Just enter one unassuming gate...
...And suddenly you are surrounded by flora and fountains!  Mind you, this park is maybe 700 sq ft.  Outside the gate is the screeching tires and snaring horns of taxis, the ubiquitous sewer stench that hangs cloying onto the city's every cement inch, but in here, it's a floral oasis.  Thank God for these parks.  Time just melts away inside these things.  I hope the locals appreciate these respites in their strobing information-overload of a day as much as I do.

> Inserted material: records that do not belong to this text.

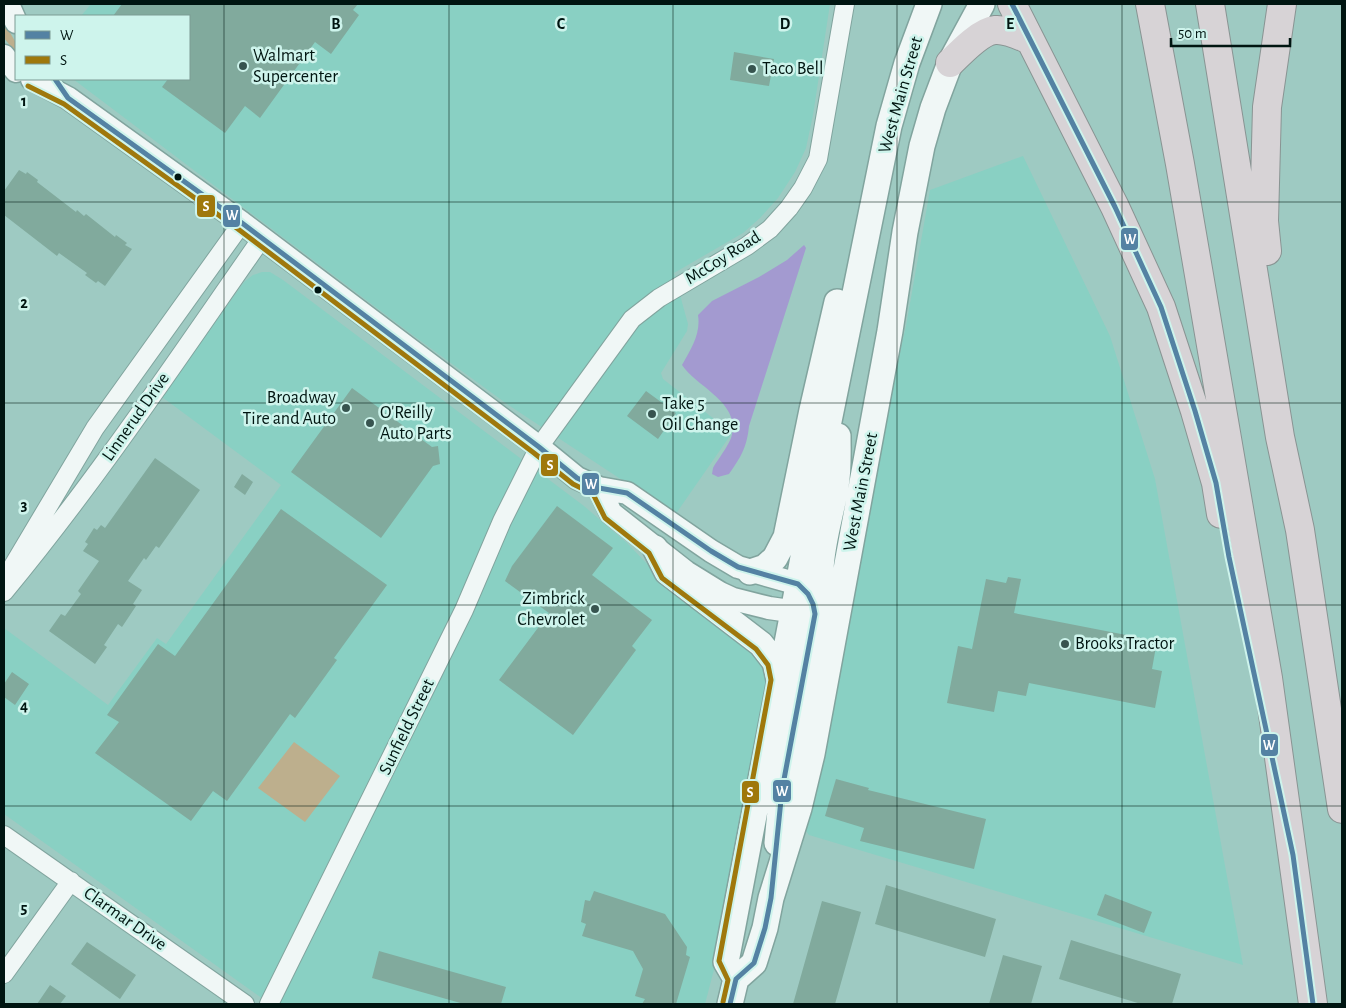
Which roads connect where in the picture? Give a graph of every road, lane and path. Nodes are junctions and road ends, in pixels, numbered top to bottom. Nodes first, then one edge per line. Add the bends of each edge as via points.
1 (8, 4) edge
2 (844, 4) edge
3 (930, 4) edge
4 (982, 4) edge
5 (1012, 4) edge
6 (1150, 4) edge
7 (1210, 4) edge
8 (1282, 4) edge
9 (15, 20) edge
10 (1030, 40) junction
11 (4, 56) edge
12 (950, 63) junction
13 (15, 70) edge
14 (34, 80) edge
15 (56, 80) edge
16 (68, 98) junction
17 (876, 187) junction
18 (242, 223) junction
19 (262, 238) junction
20 (836, 390) junction
21 (1280, 437) junction
22 (539, 447) junction
23 (599, 488) junction
24 (655, 548) junction
25 (744, 570) junction
26 (4, 581) edge
27 (798, 584) junction
28 (832, 591) junction
29 (4, 592) edge
30 (815, 614) junction
31 (779, 680) junction
32 (1342, 809) edge
33 (4, 835) edge
34 (1293, 856) junction
35 (71, 881) junction
36 (4, 974) edge
37 (736, 979) junction
38 (245, 1004) edge
39 (269, 1004) edge
40 (730, 1004) edge
41 (1313, 1004) edge

1 - 9 street
2 - 22 street, McCoy Road via 818,159 790,208 747,246 659,298 632,318
3 - 17 main road, West Main Street via 904,72
4 - 12 main road, West Main Street
5 - 10 highway
6 - 34 highway via 1265,659
7 - 21 highway
8 - 21 highway via 1267,107 1264,221 1277,337
10 - 12 highway via 995,30 969,44
10 - 34 highway via 1115,207 1161,308 1195,411 1216,483
11 - 13 street
12 - 28 main road, West Main Street via 922,146 863,485
14 - 16 street
15 - 16 street
16 - 18 street
17 - 20 main road, West Main Street
17 - 25 main road via 856,222 786,537 776,558 765,566
18 - 19 street
18 - 26 street, Linnerud Drive via 95,428
19 - 22 street
19 - 29 street, Linnerud Drive via 108,457
20 - 27 main road, West Main Street
20 - 28 main road via 836,485 822,555
21 - 32 highway via 1300,530
22 - 23 street via 577,478
22 - 39 street, Sunfield Street via 502,521 464,610
23 - 24 street via 611,513
23 - 25 street via 627,493
24 - 25 street via 668,541 707,564
24 - 30 street via 720,593 744,602
24 - 31 main road via 667,572 761,644 775,662
25 - 27 street
27 - 28 street
27 - 30 main road, West Main Street
28 - 30 main road, West Main Street
30 - 31 main road, West Main Street
30 - 37 main road, West Main Street via 812,754 754,963
31 - 37 main road, West Main Street via 726,962
33 - 35 street, Clarmar Drive
34 - 41 highway
35 - 36 street
35 - 38 street, Clarmar Drive
37 - 40 main road

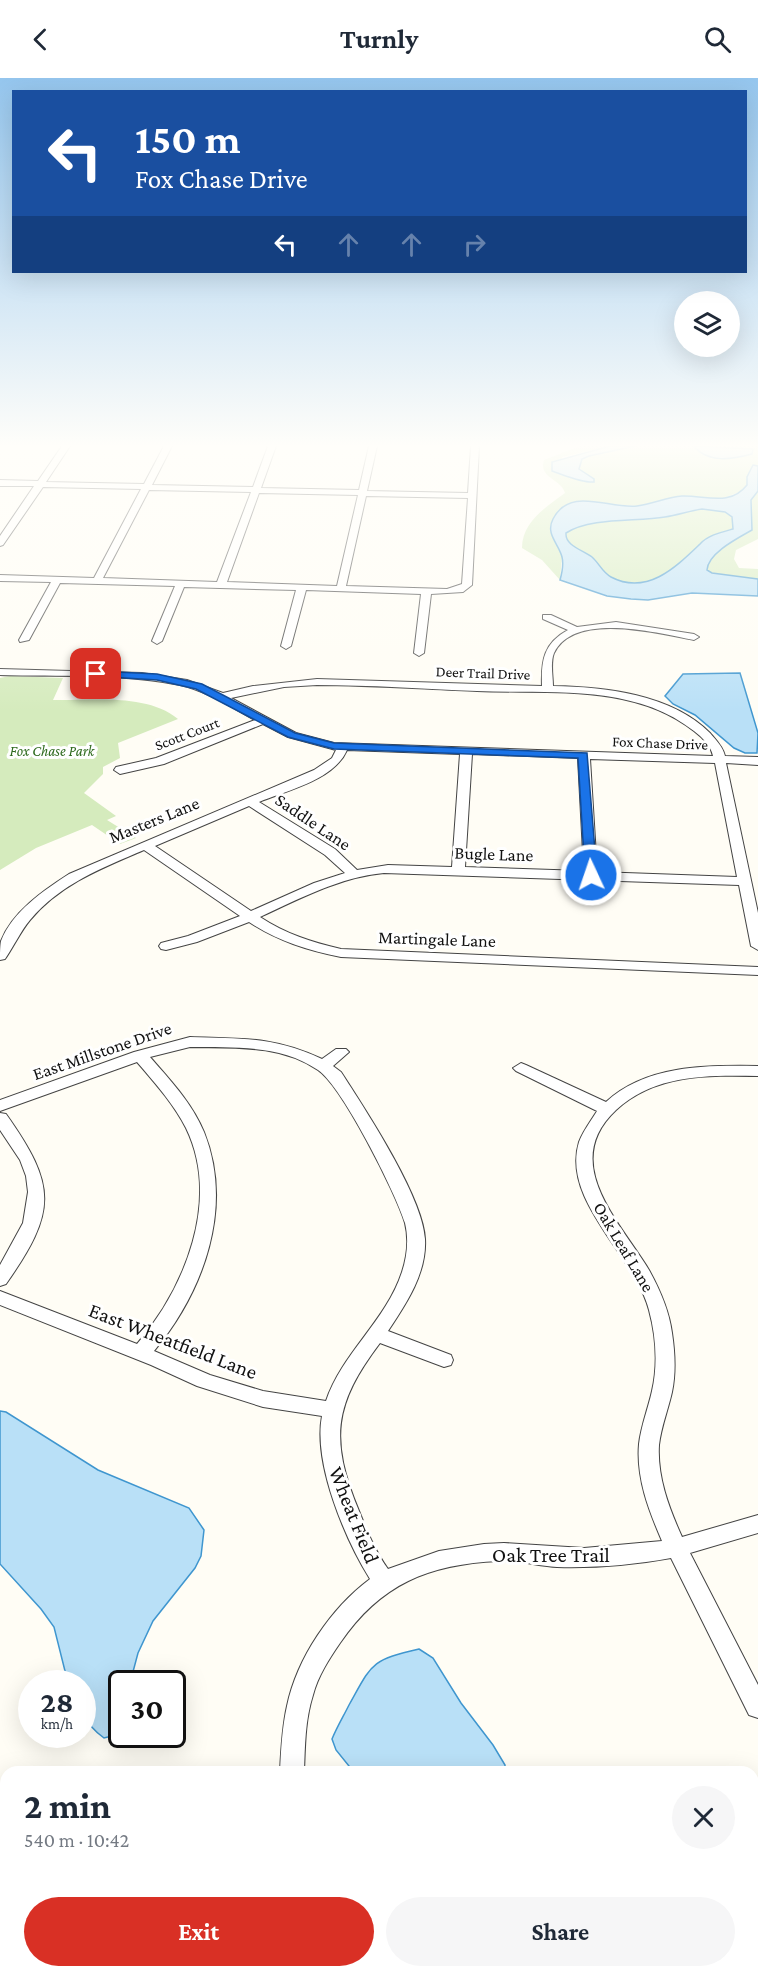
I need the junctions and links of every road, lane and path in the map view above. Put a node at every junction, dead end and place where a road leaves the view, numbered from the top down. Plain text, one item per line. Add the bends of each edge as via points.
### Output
1 (121, 535) edge
2 (240, 535) edge
3 (354, 535) edge
4 (469, 535) edge
5 (0, 578) edge
6 (57, 580) junction
7 (97, 581) junction
8 (181, 583) junction
9 (221, 585) junction
10 (302, 587) junction
11 (342, 588) junction
12 (426, 591) junction
13 (547, 617) dead end
14 (578, 631) junction
15 (694, 637) dead end
16 (24, 640) dead end
17 (156, 641) dead end
18 (286, 646) dead end
19 (419, 653) dead end
20 (0, 672) edge
21 (548, 690) junction
22 (222, 697) junction
23 (264, 720) junction
24 (343, 747) junction
25 (466, 751) junction
26 (584, 755) junction
27 (720, 759) junction
28 (758, 761) edge
29 (120, 770) dead end
30 (250, 802) junction
31 (145, 845) junction
32 (458, 871) junction
33 (354, 875) junction
34 (591, 875) junction
35 (745, 881) junction
36 (251, 917) junction
37 (166, 946) dead end
38 (758, 946) edge
39 (0, 957) edge
40 (758, 971) edge
41 (341, 1052) dead end
42 (140, 1055) junction
43 (323, 1066) junction
44 (521, 1068) dead end
45 (758, 1071) edge
46 (0, 1106) edge
47 (606, 1109) junction
48 (0, 1118) edge
49 (0, 1279) edge
50 (0, 1298) edge
51 (376, 1334) junction
52 (140, 1354) junction
53 (444, 1360) dead end
54 (334, 1410) junction
55 (758, 1524) edge
56 (676, 1546) junction
57 (385, 1582) junction
58 (757, 1707) edge
59 (292, 1766) edge

1 - 7 street
2 - 9 street
3 - 11 street
4 - 12 street via 467,585 447,592
5 - 6 street
6 - 7 street
6 - 16 street
7 - 8 street
8 - 9 street
8 - 17 street
9 - 10 street
10 - 11 street
10 - 18 street
11 - 12 street
12 - 19 street
13 - 14 street
14 - 15 street via 623,625
14 - 21 street via 561,639 549,653
20 - 22 street, Fox Chase Drive via 157,677 199,686
21 - 22 street, Deer Trail Drive via 300,682 258,687
21 - 27 street, Deer Trail Drive via 617,695 664,709 703,732
22 - 23 street, Fox Chase Drive
23 - 24 street, Fox Chase Drive via 305,740
23 - 29 street, Scott Court via 160,761
24 - 25 street, Fox Chase Drive
24 - 30 street, Masters Lane via 337,760 318,774
25 - 26 street, Fox Chase Drive
25 - 32 street
26 - 27 street, Fox Chase Drive
26 - 34 street
27 - 28 street, Fox Chase Drive
27 - 35 street
30 - 31 street, Masters Lane
30 - 33 street, Saddle Lane via 330,852
31 - 36 street, Martingale Lane
31 - 39 street, Masters Lane via 88,869 47,894 17,924
32 - 33 street, Bugle Lane via 392,869
32 - 34 street, Bugle Lane
33 - 36 street, Bugle Lane
34 - 35 street, Bugle Lane
35 - 38 street
36 - 37 street, Bugle Lane via 196,940
36 - 40 street, Martingale Lane via 302,944 341,953
41 - 43 street
42 - 43 street, East Millstone Drive via 190,1042 267,1045 290,1050
42 - 46 street, East Millstone Drive
42 - 52 street via 181,1104 192,1124 200,1142 209,1189 207,1217 195,1266 168,1319
43 - 51 street, Wheat Field via 346,1093 407,1205 416,1236 411,1277
44 - 47 street
45 - 47 street, Oak Leaf Lane via 677,1074 638,1087
47 - 56 street, Oak Leaf Lane via 587,1140 586,1178 598,1206 636,1262 655,1300 662,1325 664,1380 648,1453 656,1499
48 - 49 street via 28,1160 38,1194 25,1240
50 - 52 street, East Wheatfield Lane
51 - 53 street
51 - 54 street, Wheat Field via 339,1390
52 - 54 street, East Wheatfield Lane via 232,1390 298,1406
54 - 57 street, Wheat Field via 330,1456 335,1479 372,1566
55 - 56 street, Oak Tree Trail
56 - 57 street, Oak Tree Trail via 605,1557 500,1552 449,1558
56 - 58 street, Oak Leaf Lane
57 - 59 street, Oak Tree Trail via 368,1594 331,1636 304,1686 293,1739

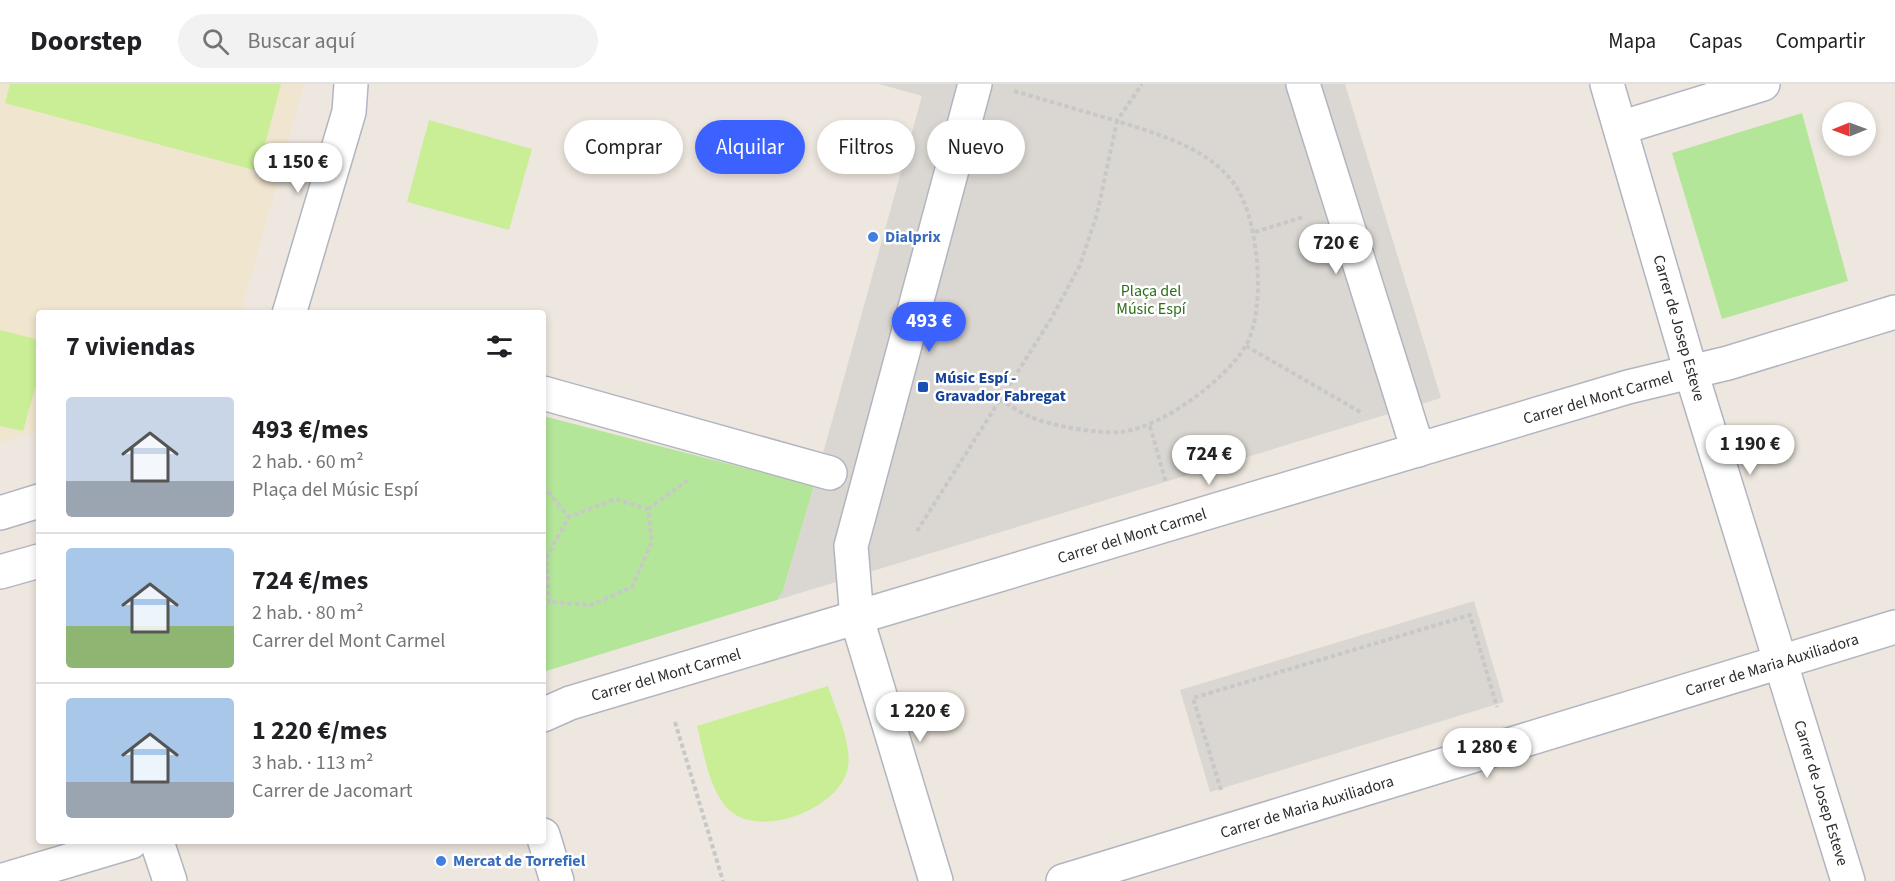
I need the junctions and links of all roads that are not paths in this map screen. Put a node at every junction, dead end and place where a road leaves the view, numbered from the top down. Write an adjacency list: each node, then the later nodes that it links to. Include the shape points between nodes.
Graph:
1 (351, 84): 7 (street, via 349,112)
2 (975, 84): 17 (street, via 851,546)
3 (1303, 84): 11 (street)
4 (1607, 84): 6 (street, Carrer de Josep Esteve)
5 (1762, 84): 6 (street)
6 (1620, 128): 9 (street, Carrer de Josep Esteve)
7 (290, 310)
8 (1895, 312): 9 (street, Carrer del Mont Carmel)
9 (1691, 372): 11 (street, Carrer del Mont Carmel); 19 (street, Carrer de Josep Esteve)
10 (546, 394): 12 (street)
11 (1418, 450): 17 (street, Carrer del Mont Carmel)
12 (830, 473)
13 (36, 502): 14 (street)
14 (0, 513)
15 (36, 562): 16 (street)
16 (0, 572)
17 (857, 619): 20 (street, Carrer del Mont Carmel, via 570,703); 27 (street)
18 (1895, 627): 19 (street, Carrer de Maria Auxiliadora)
19 (1780, 663): 28 (street, Carrer de Maria Auxiliadora); 29 (street, Carrer de Josep Esteve)
20 (546, 714)
21 (125, 844): 24 (street)
22 (158, 844): 25 (street)
23 (546, 844): 26 (street)
24 (0, 881)
25 (170, 881)
26 (557, 881)
27 (936, 881)
28 (1063, 881)
29 (1848, 881)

Not far from the park, this was scrawled on a wall.  The line between wall mural and graffiti blurs here.  I suppose you would define the difference like this:  A wall mural is a desirable addition to the city, while graffiti is consider defacing of property.

But this piece was HUGE and signed with pride.  That's a mural in my book.

The Canal St Station give one access to Chinatown, Little Italy and Soho.  I have spent my share of time wondering Chinatown, and it is easily the best place to buy food and groceries.  Street venders splay onto the sidewalk hocking everything from jade Buddhas to knock-off bags and shoes.  It gives you the illusion that you are strolling through a real-world version of Ebay.  There also seem to be more aggressive creepers and hustlers in Chinatown.  More than one strange man offered to buy me something when they caught me peering through a window.  Slowing down to read a menu is right out!
Exhausted, but with successfully procured groceries, I snap a photo off my reflection on an empty car.
Per Oguz's suggestion I stopped by the three-story Toys-R-Us in Times Square.
It has an indoor Ferris wheel!
I managed to get a hold of $5 tickets to Carnegie Hall: a few choral requiems and a very traditional venue of white, red and gold.
I live half my life in the subway.

They're brimming with performers, and I have seen accordians, guitars, jazz ensemble, mariachis, blues singers, and dancers.  Every day is "flash mob" day in these things.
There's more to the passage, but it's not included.